Limitations & Future Work

  • Limited task scope: Experiments were conducted only on ImageNet class-conditional generation (256/512). The effectiveness of the decoupled architecture in more complex conditions like text-to-image or text-to-video has yet to be verified. ⚠️ The authors noted slight degradation in some metrics at 512, attributed to insufficient fine-tuning steps.
  • Ratio determined by sweeping: The optimal encoder/decoder layer ratio was found through empirical sweeping (and varies significantly with scale), lacking predictive theoretical guidance; it might require re-sweeping for different datasets or model scales.
  • Budget selection for self-condition sharing: The trade-off between sharing ratio and quality requires manual selection of the budget \(K\), even though DP provides the optimal \(\Phi\) for a given \(K\).
  • Future directions: Extending the decoupling idea to text-conditioned diffusion or making the encoder/decoder ratio adaptive during training are natural next steps.
  • vs REPA: REPA adds representation alignment to a decoder-only structure to enhance low-frequency encoding, but performance saturates as the model scales. DDT completely separates encoding and decoding while reusing REPA’s alignment loss, consistently leading at the XL scale (1.31 vs 1.42 FID) with ~4× faster convergence.
  • vs DiT / SiT: Both are homogeneous decoder-only Diffusion Transformers.
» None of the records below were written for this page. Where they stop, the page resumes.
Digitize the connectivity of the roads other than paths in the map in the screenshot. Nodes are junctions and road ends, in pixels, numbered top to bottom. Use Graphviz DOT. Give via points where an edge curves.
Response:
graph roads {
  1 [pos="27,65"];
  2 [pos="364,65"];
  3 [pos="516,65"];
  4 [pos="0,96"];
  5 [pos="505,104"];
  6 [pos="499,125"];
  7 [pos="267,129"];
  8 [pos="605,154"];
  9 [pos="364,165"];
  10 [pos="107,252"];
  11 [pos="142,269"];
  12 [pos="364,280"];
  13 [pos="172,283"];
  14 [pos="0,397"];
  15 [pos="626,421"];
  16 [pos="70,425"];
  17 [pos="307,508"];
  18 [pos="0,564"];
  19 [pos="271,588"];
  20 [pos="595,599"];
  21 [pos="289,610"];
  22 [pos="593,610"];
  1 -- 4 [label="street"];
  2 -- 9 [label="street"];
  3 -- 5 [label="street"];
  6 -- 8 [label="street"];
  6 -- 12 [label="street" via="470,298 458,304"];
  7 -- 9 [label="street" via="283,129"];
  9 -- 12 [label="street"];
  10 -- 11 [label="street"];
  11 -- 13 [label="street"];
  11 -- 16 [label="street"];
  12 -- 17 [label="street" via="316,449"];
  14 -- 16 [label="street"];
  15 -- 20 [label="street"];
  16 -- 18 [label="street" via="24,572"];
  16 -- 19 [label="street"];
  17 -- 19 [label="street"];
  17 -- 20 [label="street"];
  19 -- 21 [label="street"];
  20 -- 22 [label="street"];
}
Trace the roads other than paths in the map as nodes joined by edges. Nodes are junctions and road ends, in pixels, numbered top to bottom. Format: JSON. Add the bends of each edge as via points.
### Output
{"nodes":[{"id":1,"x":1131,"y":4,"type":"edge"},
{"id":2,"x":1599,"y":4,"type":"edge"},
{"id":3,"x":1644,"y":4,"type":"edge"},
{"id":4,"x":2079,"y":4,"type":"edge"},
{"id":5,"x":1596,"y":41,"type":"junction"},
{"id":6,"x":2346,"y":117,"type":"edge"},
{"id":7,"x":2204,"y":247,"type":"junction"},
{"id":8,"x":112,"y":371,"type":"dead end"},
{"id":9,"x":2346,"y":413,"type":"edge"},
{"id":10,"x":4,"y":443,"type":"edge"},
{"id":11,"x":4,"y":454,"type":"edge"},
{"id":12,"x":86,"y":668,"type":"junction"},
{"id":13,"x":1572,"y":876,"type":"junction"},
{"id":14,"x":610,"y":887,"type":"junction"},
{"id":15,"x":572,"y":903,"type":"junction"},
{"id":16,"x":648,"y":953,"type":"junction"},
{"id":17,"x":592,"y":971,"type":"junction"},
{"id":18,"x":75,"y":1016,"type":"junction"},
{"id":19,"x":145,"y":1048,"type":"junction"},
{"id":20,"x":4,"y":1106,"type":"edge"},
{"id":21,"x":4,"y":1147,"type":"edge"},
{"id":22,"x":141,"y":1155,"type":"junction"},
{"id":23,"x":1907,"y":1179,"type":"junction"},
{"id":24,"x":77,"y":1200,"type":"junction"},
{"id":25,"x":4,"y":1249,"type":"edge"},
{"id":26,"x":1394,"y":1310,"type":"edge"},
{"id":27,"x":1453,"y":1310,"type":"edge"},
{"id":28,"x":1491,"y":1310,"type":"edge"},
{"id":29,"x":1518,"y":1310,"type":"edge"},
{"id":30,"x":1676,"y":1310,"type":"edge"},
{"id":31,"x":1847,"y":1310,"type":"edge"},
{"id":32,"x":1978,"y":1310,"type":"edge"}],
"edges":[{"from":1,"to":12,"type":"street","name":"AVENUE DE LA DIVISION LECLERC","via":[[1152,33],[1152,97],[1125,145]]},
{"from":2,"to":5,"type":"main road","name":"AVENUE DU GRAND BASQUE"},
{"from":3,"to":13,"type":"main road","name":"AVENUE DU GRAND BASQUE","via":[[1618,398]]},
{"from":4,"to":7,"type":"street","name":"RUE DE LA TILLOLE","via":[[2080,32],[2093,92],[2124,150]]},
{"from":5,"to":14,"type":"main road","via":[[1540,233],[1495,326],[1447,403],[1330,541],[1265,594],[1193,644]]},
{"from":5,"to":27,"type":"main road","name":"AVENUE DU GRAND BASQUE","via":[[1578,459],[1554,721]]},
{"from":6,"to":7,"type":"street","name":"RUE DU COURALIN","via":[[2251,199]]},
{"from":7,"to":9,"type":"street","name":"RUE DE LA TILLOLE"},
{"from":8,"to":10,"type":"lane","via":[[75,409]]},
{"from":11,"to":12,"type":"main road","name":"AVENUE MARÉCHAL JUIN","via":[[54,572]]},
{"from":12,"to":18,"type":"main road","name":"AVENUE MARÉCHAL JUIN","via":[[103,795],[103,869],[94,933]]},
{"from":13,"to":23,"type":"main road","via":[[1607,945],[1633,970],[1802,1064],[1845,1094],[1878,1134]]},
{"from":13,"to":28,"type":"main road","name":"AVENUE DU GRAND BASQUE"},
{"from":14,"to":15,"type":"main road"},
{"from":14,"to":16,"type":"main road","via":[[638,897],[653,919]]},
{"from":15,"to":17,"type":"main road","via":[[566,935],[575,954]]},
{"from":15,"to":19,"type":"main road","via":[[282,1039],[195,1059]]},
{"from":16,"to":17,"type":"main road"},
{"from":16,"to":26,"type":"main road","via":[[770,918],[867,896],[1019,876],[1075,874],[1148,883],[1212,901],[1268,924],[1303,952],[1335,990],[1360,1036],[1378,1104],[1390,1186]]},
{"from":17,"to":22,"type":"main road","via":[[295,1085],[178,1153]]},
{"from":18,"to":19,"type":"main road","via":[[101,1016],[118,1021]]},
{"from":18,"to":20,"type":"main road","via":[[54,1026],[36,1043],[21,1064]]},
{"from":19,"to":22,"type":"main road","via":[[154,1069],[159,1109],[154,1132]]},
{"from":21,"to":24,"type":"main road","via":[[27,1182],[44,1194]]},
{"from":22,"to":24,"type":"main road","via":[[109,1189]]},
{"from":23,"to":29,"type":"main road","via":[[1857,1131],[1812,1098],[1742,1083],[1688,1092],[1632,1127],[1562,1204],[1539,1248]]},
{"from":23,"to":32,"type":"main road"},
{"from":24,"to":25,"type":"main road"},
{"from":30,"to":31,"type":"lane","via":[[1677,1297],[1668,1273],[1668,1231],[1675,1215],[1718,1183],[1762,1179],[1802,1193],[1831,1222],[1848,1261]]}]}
DDT identifies their inherent optimization dilemma between "semantic encoding vs high-frequency decoding" and solves it with an asymmetric encoder-decoder, where the fundamental difference lies in the architecture rather than training tricks.
  • vs DeepCache (UNet Cache Reuse): DeepCache uses manual uniform caching for UNet acceleration, but UNet lacks representation alignment and has poor adjacent step consistency. DDT possesses stronger consistency and uses Statistic Dynamic Programming for optimal sharing, resulting in more stable acceleration with less quality loss.
  • vs MAR: MAR relies on semantic features produced by a masked backbone to overcome the insufficient capacity of a lightweight decoder head. This shares the same motivation as DDT's "isolating semantic encoding," but DDT follows a purely continuous diffusion approach with encoder-decoder decoupling.

Rating

  • Novelty: ⭐⭐⭐⭐⭐ A clear and unique design path from spectral diagnosis to encoder-decoder decoupling and DP sharing.
  • Experimental Thoroughness: ⭐⭐⭐⭐⭐ Systematic comparison across sizes + ablation on ratios/block types/sharing strategies + SoTA on both 256/512 resolutions.
  • Writing Quality: ⭐⭐⭐⭐ The logic from diagnosis to design to verification is smooth and formulas are clear; certain details (like the DP state transition) might require checking the original text for full context.
  • Value: ⭐⭐⭐⭐⭐ 4× training speedup + nearly 3× inference speedup + new SoTA, with "large encoder, small decoder" providing general guidance for future model design.